131. The invention according to claim 130 wherein said model input of said second model has a delay.
132. In an active adaptive control system having a first adaptive filter model, a coherence optimization system comprising first and second transducers outputting first and second signals, a second adaptive filter model determining coherence between said first and second signals, a coherence fitter circuit providing coherence filtering in said adaptive control system according to said determined coherence, a reference input transducer sensing a system input signal and outputting a reference signal, an error transducer sensing a system output signal and outputting an error signal, said system input signal and said system output signal having coherent and noncoherent portions, said first adaptive filter model having a model input from said reference signal, an error input from said error signal, and a model output outputting a correction signal to an output transducer to introduce a control signal matching said system input signal, to minimize the error at said error input, wherein said second adaptive filter model has a model input from said first transducer, a model output summed at a first summer with a signal from said second transducer, and an error input from the output of said first summer, and comprising a third adaptive filter model having a model input from said error signal, a model output summed at a second summer with said model output of said second model, and an error input from the output of said second summer, a copy of said third model, wherein said correction signal is supplied through said copy.

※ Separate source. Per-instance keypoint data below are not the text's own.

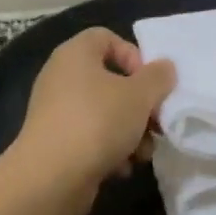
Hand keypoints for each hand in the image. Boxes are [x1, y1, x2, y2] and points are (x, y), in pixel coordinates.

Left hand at [7, 28, 175, 204]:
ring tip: (142, 154)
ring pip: (104, 113)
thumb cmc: (98, 123)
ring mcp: (56, 111)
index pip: (106, 37)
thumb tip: (164, 68)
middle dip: (139, 105)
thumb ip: (158, 77)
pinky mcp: (56, 142)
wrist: (51, 177)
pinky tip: (120, 168)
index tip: (150, 83)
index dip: (133, 55)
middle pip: (110, 80)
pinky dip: (109, 150)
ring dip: (130, 132)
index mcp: (75, 54)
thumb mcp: (139, 96)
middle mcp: (61, 77)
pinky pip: (90, 137)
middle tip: (156, 124)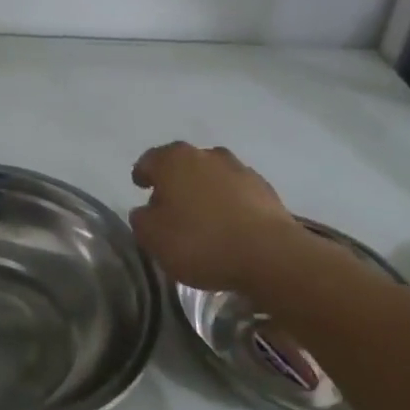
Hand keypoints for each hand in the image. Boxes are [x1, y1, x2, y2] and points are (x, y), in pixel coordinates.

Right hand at [129, 142, 304, 293]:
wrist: (270, 255)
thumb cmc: (200, 241)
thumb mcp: (153, 238)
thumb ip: (141, 219)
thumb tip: (146, 211)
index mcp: (173, 160)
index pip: (149, 160)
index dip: (142, 174)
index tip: (140, 186)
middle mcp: (205, 155)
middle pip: (182, 164)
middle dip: (174, 181)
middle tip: (169, 205)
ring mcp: (239, 169)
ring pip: (212, 176)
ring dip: (204, 190)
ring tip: (202, 216)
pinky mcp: (265, 189)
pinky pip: (236, 192)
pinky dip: (228, 203)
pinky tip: (228, 225)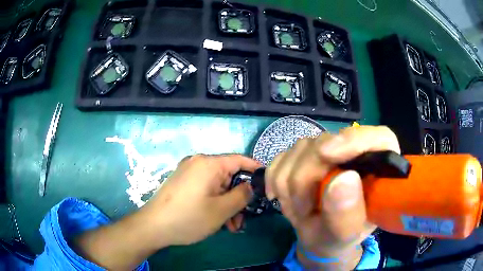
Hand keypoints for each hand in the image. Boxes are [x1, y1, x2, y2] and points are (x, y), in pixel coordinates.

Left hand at [143, 154, 259, 246]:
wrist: (153, 226)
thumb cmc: (189, 217)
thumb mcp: (222, 210)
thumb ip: (242, 195)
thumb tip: (252, 186)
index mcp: (209, 164)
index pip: (240, 160)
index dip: (256, 171)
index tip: (266, 185)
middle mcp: (198, 162)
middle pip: (228, 176)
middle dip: (238, 197)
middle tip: (243, 219)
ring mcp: (189, 172)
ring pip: (218, 185)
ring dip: (227, 204)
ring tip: (231, 226)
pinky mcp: (183, 182)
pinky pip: (206, 188)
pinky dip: (215, 202)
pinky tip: (217, 220)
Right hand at [265, 126, 399, 268]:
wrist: (318, 237)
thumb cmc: (338, 238)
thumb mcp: (345, 235)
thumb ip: (348, 213)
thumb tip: (342, 180)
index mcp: (379, 169)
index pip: (378, 138)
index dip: (353, 140)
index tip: (325, 155)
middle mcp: (354, 151)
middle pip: (328, 142)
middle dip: (306, 179)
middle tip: (302, 212)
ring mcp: (328, 149)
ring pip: (299, 149)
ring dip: (289, 186)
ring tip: (299, 210)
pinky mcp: (304, 153)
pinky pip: (281, 157)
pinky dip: (276, 181)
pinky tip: (286, 199)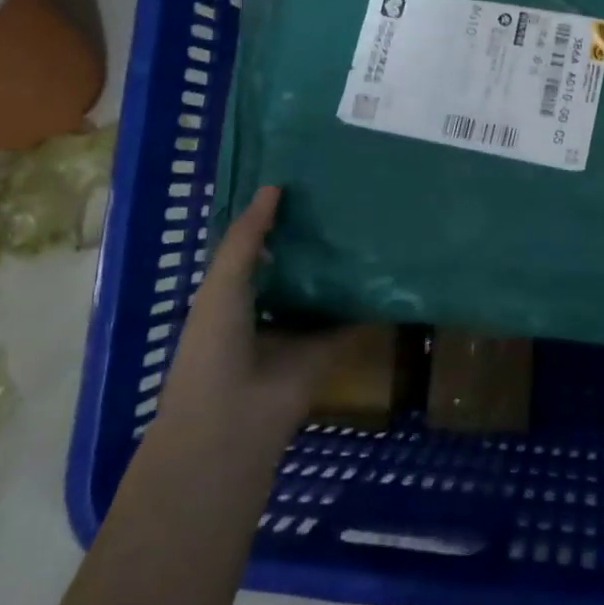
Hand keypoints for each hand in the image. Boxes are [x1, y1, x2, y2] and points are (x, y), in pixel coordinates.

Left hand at [156, 186, 349, 455]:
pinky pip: (351, 319)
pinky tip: (389, 269)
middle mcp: (267, 310)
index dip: (274, 220)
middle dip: (313, 240)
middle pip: (294, 268)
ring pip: (325, 291)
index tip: (301, 185)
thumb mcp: (223, 282)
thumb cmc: (214, 345)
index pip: (257, 250)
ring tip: (371, 224)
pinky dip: (368, 300)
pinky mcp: (329, 349)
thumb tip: (274, 186)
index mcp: (232, 295)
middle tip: (345, 199)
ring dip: (342, 268)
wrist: (233, 419)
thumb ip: (248, 237)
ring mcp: (299, 331)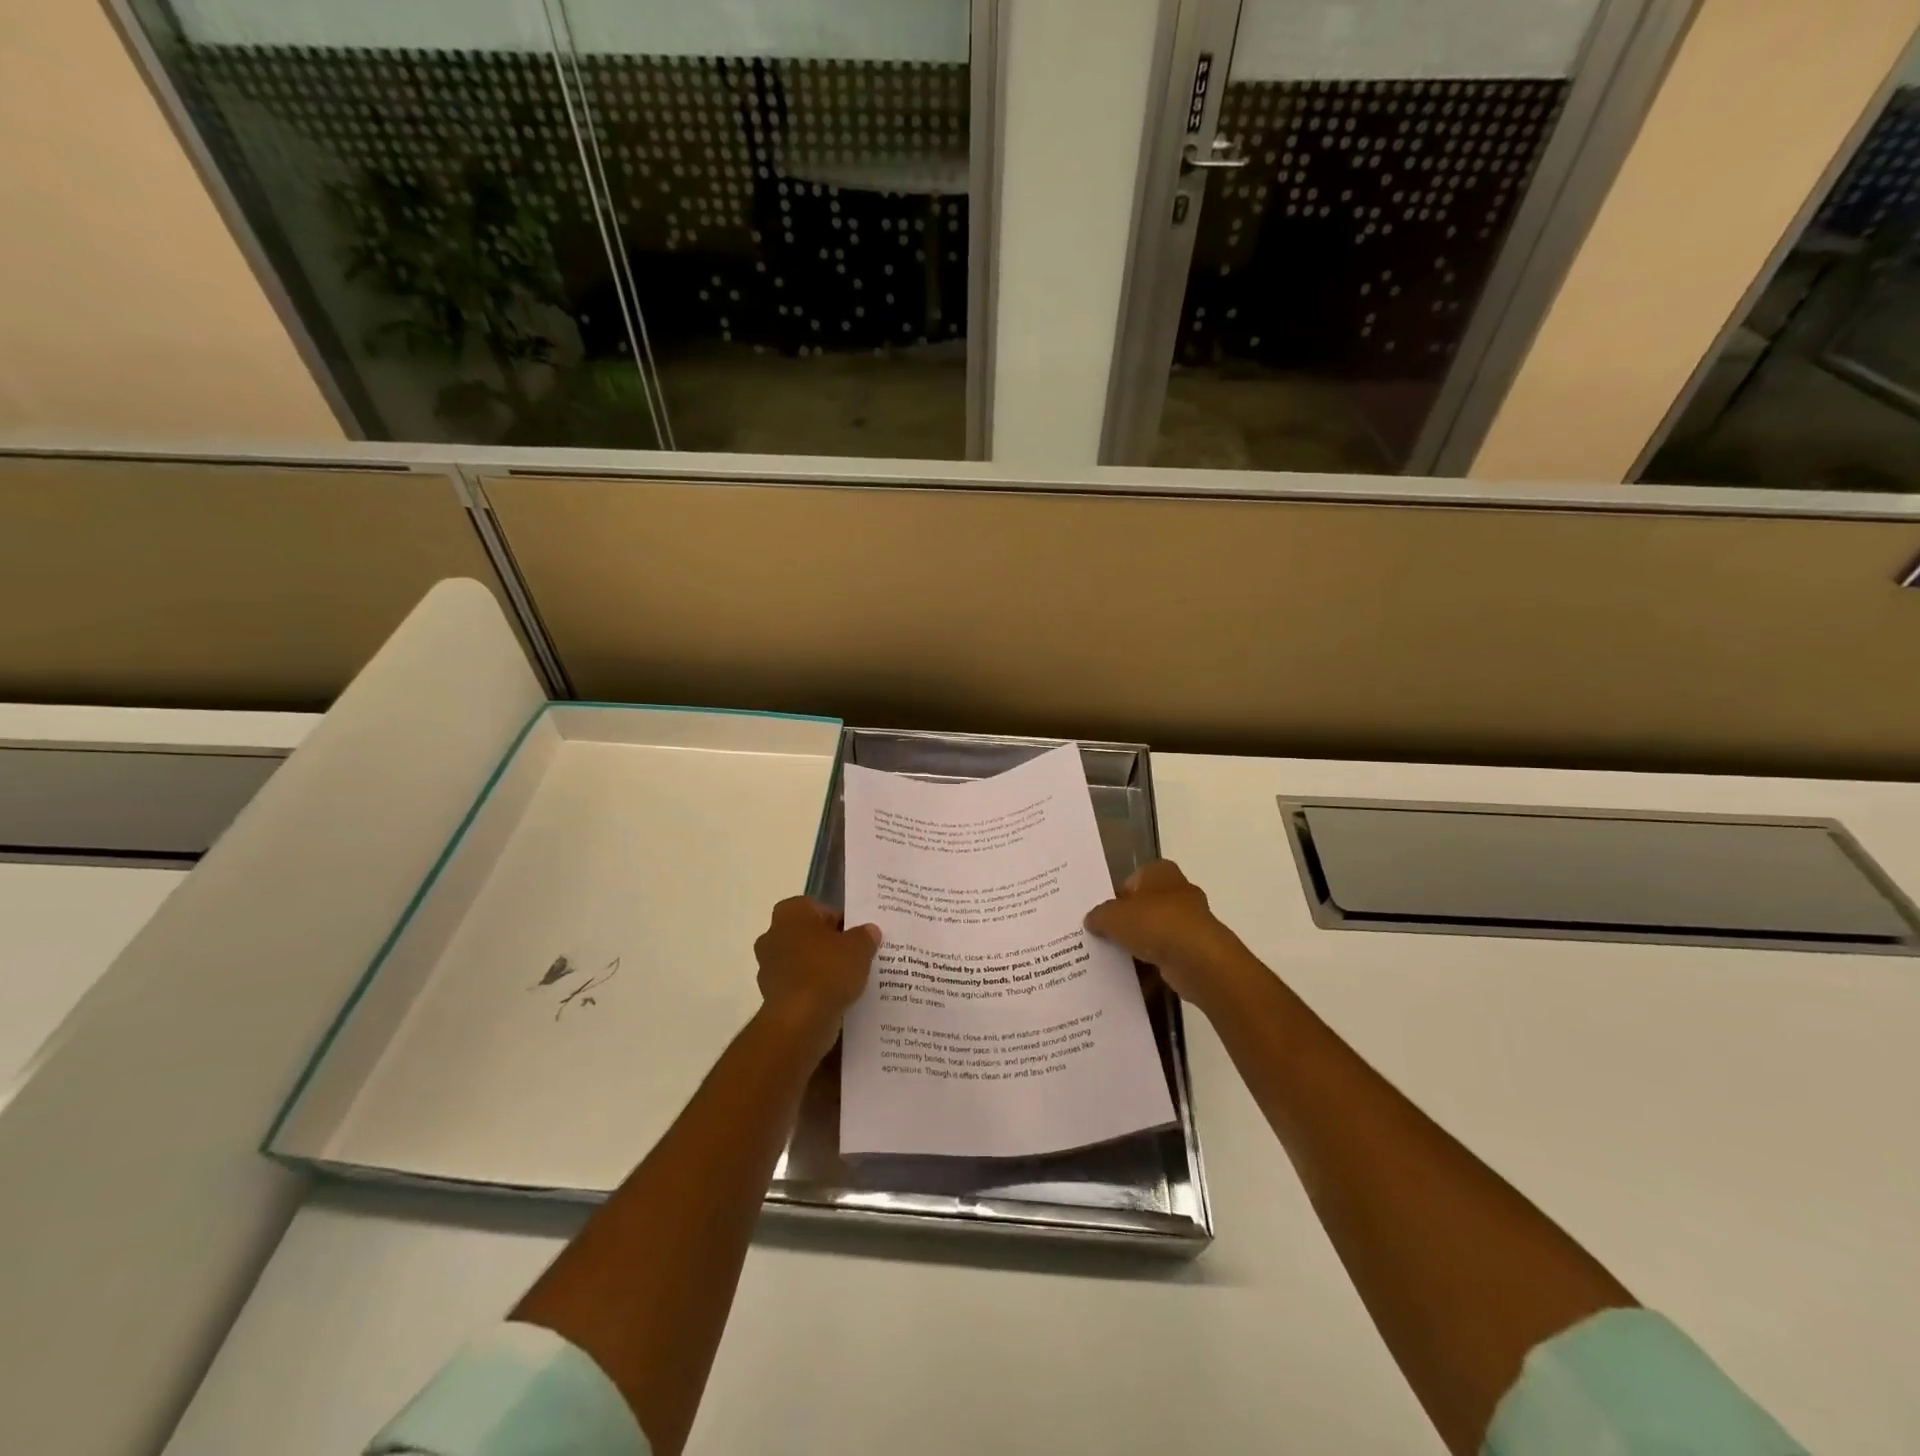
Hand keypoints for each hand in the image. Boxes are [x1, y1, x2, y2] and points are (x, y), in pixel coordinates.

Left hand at [753, 897, 880, 1058]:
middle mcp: (773, 934)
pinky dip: (812, 990)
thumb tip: (869, 930)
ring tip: (848, 980)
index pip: (819, 908)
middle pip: (808, 934)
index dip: (840, 920)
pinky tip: (834, 999)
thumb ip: (865, 935)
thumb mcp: (859, 947)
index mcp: (791, 912)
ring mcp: (768, 966)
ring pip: (802, 960)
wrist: (799, 1021)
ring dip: (820, 968)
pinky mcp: (771, 995)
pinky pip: (798, 985)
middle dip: (828, 944)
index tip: (857, 936)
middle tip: (854, 956)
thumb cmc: (827, 971)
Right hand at [1085, 860, 1262, 1015]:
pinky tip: (1136, 973)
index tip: (1102, 915)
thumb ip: (1099, 915)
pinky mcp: (1196, 948)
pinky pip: (1167, 952)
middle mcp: (1178, 890)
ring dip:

133. In an active adaptive control system having a first adaptive filter model, a coherence optimization system comprising first and second transducers outputting first and second signals, a second adaptive filter model determining coherence between said first and second signals, a coherence filter circuit providing coherence filtering in said adaptive control system according to said determined coherence, a reference input transducer sensing a system input signal and outputting a reference signal, an error transducer sensing a system output signal and outputting an error signal, said system input signal and said system output signal having coherent and noncoherent portions, said first adaptive filter model having a model input from said reference signal, an error input from said error signal, and a model output outputting a correction signal to an output transducer to introduce a control signal matching said system input signal, to minimize the error at said error input, wherein said second adaptive filter model has a model input from said first transducer, a model output summed at a first summer with a signal from said second transducer, and an error input from the output of said first summer. and comprising a third adaptive filter model having a model input from the output of said first summer, a model output summed at a second summer with the output of said first summer and an error input from the output of said second summer, a copy of the combination of said third model and said second summer, wherein said correction signal is supplied through said copy.
134. The invention according to claim 133 wherein the input to said third model has a delay, and wherein said delay is included in said copy.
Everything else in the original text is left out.